The night's most significant play came with 1:23 left and the Huskers facing a third and eight on the LSU 37. If they hadn't made it, the Tigers would have gotten the ball and might have been able to move into position for Betanzos to boot a field goal for an LSU victory. But Gill called Weak Left 79, 9 Delay, Flare Right. Fryar slanted in and then cut toward the right sideline, and Gill hit him. First down on the 24. "I didn't even know it was third down," Fryar said. "But I do know that when the ball is in the air, it's mine."
Still, while the ball belonged to Fryar and the game to Nebraska, LSU wasn't too upset. After all, in 1981 the Tigers were 3-7-1, their worst record in 25 years, and Stovall seemed to be on the way out. Thanks to Risher (who ended his career with 22 school records, some of which had been held by Bert Jones and Y.A. Tittle), the Tiger Tykes ( Hilliard, who caught passes for 82 yards, and another freshman star who was troubled Saturday by a hamstring, Tailback Garry James) and few injuries (20 of 22 starters started all 12 games), LSU's 1982 souvenirs included an 8-3-1 record and a 20-10 thrashing of Alabama. And its near miss in Miami.
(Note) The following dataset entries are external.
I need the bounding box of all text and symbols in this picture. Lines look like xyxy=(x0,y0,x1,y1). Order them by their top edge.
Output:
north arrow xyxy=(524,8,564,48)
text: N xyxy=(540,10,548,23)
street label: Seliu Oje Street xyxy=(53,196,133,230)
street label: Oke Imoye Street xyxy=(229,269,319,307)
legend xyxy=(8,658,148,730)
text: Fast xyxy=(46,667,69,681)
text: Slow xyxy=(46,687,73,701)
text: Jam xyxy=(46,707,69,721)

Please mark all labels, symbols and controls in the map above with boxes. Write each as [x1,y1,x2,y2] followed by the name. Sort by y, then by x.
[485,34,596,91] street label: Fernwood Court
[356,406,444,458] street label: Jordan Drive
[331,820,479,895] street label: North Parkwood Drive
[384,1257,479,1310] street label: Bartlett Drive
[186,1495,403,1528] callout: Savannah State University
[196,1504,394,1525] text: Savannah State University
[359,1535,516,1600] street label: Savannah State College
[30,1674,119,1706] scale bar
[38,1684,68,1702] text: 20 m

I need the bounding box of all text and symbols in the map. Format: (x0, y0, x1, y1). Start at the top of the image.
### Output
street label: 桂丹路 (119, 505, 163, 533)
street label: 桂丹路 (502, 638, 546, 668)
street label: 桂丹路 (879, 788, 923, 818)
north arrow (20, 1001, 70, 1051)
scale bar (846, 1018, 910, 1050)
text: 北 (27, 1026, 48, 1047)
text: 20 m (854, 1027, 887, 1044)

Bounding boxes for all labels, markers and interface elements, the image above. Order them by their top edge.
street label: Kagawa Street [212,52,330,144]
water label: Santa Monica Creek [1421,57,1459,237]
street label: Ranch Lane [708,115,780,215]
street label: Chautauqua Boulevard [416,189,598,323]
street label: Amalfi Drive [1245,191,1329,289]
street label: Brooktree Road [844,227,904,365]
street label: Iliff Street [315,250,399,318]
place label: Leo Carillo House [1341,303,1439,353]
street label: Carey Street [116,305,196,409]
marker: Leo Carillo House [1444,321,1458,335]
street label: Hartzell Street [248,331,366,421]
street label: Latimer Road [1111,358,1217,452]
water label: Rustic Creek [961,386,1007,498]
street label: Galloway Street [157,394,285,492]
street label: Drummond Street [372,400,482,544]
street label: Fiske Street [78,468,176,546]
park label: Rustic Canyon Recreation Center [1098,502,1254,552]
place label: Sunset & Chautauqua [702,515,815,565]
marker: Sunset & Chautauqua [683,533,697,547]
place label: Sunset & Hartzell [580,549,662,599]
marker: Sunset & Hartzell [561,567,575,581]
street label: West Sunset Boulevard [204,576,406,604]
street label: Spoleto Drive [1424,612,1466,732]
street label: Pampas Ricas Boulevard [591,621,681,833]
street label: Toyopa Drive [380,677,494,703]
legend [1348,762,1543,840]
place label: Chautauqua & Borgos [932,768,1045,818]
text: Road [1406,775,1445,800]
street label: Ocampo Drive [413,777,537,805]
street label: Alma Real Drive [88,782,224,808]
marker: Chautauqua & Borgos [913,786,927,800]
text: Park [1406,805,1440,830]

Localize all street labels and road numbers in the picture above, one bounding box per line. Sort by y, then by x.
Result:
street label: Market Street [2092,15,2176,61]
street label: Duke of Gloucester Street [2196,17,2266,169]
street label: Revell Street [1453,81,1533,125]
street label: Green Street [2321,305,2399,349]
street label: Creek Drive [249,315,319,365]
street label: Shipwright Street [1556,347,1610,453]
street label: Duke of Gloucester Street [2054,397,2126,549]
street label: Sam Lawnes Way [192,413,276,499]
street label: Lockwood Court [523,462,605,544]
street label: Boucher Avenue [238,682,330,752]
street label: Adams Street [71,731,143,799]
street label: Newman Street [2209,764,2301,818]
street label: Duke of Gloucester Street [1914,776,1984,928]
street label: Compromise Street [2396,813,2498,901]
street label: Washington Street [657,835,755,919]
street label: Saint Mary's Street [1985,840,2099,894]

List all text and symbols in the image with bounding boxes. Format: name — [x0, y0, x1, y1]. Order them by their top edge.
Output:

Which isn't too shabby.
Meanwhile, Nebraska's Outland-and Lombardi trophy-winning Center Dave Rimington was admitting he hadn't had an award-winning night. "I've heard all these people tell me how good I am," he said. "Then people expect me to be as good as they said I was. And I'm not." He is, of course, plenty good enough, just like the Huskers, who proved that one man's junk is another man's treasure.